Dritter Preis: Fußwallfahrt von Altenrheine nach Telgte
2.000 Euro erhielten die Menschen hinter dem dritten Preis, der an das ehrenamtliche Vorbereitungsteam der traditionsreichen Fußwallfahrt von Altenrheine (Kreis Steinfurt) zur Schmerzhaften Muttergottes im Wallfahrtsort Telgte (Kreis Warendorf) ging. Seit 1676 existiert die 52 Kilometer lange Wallfahrt mit bis zu 200 Teilnehmenden, die Jahr für Jahr rund 20 Laien organisieren.
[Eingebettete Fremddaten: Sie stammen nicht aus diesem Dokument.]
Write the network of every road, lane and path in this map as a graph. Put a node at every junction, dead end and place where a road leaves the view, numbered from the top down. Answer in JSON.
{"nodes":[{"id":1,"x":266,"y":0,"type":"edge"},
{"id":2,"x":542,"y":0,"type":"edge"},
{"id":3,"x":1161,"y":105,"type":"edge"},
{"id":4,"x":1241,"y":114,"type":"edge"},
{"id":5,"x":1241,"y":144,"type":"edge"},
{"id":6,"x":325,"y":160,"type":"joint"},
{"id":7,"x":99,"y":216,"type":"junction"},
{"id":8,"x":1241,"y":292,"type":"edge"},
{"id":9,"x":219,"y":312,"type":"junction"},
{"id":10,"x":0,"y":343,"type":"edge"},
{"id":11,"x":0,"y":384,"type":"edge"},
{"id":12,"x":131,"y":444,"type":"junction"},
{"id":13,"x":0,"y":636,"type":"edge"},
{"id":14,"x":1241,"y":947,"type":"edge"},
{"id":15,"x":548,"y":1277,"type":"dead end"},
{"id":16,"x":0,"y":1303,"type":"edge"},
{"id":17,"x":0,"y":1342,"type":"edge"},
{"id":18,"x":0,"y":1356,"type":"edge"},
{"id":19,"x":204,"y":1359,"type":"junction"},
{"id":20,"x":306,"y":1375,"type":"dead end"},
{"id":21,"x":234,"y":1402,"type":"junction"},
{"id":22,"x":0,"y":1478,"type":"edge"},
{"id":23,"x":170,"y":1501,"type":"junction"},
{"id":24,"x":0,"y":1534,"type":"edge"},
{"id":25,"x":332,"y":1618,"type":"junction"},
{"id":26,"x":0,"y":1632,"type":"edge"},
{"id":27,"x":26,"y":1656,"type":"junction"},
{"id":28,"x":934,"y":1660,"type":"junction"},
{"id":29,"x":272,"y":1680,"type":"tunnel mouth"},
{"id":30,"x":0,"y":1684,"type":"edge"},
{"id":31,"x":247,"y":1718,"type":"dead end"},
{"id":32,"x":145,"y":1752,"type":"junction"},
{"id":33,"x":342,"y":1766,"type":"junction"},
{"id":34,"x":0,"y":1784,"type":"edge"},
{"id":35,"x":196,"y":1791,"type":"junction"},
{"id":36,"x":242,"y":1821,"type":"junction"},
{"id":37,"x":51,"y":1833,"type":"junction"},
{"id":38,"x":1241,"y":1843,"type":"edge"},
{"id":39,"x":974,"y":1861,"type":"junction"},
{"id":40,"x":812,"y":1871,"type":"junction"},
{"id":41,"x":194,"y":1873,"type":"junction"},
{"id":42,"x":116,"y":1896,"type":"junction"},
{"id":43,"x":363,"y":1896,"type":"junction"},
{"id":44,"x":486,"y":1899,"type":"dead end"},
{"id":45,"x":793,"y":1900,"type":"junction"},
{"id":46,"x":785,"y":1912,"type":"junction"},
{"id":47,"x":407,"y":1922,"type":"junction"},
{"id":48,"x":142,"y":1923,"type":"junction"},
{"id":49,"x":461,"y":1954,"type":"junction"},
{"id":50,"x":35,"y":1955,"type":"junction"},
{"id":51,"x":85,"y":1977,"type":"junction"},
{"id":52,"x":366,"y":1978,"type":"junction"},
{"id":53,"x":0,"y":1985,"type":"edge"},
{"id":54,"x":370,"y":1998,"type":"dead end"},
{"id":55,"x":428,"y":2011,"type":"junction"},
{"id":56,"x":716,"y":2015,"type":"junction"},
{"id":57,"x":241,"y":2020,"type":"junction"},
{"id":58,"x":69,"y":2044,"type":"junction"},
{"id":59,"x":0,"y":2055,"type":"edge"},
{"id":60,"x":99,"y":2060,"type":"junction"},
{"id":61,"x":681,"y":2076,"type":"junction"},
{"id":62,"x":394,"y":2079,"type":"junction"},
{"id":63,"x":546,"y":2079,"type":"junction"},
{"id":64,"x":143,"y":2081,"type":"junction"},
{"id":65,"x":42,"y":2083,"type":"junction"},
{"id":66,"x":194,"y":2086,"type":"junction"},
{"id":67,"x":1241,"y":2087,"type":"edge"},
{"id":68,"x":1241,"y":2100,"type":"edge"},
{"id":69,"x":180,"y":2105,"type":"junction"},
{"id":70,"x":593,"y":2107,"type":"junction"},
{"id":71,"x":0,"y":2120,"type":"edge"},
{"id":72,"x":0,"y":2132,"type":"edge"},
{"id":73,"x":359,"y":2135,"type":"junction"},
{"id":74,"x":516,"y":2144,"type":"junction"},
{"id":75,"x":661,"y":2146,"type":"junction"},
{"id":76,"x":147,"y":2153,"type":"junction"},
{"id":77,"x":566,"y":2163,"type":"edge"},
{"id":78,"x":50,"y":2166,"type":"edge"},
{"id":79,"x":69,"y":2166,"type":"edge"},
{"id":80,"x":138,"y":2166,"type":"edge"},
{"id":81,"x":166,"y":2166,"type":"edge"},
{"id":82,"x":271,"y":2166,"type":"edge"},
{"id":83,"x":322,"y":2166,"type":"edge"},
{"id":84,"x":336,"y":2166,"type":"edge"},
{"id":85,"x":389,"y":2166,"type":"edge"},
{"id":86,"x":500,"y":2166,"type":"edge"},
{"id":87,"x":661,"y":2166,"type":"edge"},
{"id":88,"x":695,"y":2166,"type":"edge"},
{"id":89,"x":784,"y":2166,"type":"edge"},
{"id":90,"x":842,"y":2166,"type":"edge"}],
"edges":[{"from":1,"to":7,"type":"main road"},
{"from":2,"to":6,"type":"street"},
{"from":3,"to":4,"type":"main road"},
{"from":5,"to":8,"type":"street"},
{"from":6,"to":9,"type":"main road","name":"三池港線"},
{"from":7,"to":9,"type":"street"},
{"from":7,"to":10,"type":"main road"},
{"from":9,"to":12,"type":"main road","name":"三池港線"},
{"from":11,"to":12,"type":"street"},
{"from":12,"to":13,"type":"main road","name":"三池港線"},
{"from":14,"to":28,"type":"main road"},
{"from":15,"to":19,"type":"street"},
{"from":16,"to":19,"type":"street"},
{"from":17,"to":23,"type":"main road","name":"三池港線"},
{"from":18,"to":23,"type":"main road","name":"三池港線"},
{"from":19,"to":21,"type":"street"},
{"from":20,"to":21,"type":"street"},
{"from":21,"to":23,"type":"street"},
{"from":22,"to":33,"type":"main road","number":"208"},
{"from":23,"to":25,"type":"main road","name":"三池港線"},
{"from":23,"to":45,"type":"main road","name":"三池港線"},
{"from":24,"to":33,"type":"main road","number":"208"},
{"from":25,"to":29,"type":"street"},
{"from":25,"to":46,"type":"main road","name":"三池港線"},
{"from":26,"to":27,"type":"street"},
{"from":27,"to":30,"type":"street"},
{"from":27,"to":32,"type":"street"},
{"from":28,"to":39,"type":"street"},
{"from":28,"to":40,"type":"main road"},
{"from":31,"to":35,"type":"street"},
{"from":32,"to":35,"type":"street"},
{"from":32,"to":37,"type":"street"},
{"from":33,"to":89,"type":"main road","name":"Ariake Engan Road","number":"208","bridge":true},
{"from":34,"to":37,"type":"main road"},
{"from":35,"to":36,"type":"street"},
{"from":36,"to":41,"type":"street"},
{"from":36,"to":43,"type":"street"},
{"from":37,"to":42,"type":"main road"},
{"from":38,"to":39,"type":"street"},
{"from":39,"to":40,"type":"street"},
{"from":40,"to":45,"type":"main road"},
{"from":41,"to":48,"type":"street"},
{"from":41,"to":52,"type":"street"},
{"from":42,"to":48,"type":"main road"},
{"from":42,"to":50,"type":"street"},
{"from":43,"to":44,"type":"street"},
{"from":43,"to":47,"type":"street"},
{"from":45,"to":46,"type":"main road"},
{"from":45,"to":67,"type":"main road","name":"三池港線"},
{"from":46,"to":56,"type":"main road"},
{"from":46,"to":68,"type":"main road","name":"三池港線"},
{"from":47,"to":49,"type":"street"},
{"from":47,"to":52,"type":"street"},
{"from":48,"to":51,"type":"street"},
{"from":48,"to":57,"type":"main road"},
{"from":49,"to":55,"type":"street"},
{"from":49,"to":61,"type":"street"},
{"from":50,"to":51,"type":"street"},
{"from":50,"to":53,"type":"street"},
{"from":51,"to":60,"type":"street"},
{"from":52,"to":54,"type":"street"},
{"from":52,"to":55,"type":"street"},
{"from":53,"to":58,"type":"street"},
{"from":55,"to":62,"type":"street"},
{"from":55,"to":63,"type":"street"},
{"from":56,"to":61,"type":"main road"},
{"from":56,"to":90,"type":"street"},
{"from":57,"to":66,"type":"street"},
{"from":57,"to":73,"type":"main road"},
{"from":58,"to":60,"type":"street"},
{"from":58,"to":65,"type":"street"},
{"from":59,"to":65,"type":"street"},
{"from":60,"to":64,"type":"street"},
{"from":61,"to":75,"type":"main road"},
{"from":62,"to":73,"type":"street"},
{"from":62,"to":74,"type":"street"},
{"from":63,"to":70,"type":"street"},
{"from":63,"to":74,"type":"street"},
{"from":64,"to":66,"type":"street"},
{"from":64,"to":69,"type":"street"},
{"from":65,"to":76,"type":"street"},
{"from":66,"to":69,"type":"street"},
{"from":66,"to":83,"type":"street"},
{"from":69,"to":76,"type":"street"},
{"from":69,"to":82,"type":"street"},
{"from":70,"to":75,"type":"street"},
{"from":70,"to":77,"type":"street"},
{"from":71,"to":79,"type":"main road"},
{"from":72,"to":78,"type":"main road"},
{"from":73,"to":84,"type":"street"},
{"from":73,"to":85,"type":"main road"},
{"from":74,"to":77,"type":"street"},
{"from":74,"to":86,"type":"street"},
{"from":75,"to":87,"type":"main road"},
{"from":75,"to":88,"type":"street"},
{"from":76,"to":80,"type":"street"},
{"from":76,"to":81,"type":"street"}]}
Diözesankomitee-Vorsitzender Ulrich Vollmer betonte in seiner Laudatio, bei dieser traditionsreichen Wallfahrt gehe es „nicht um Nostalgie oder um einen glorifizierenden Blick in eine angeblich bessere Zeit, als die Volkskirche noch lebte, als angeblich alles noch ‘normal und richtig’ war”. Ausdrücklich danke er der Jury für diese Entscheidung, mit der „auch die vielen Wallfahrten, der Gemeinden, der Verbände und Vereine – die es in unserem Bistum gibt – gewürdigt” würden. Und er dankte den Preisträgern “für Ihr Beispiel, wie Leib und Seele, Körper und Geist zusammengenommen bis heute Menschen zusammenbringen, tragen und Gott in unserer Welt sichtbar machen.”
Beworben hatten sich diesmal 112 Projekte. Über die Preisträgerinnen und Preisträger entschied eine Jury aus Theresa Freese, Brigitte Lehmann, Klaus Winterkamp und Kirche+Leben-Chefredakteur Markus Nolte, der als Moderator durch die Preisverleihung führte. Musikalisch bereicherte das Jazz-Trio aus Wigbert Grohs, Martin Feske und Ivo Kassel die Veranstaltung.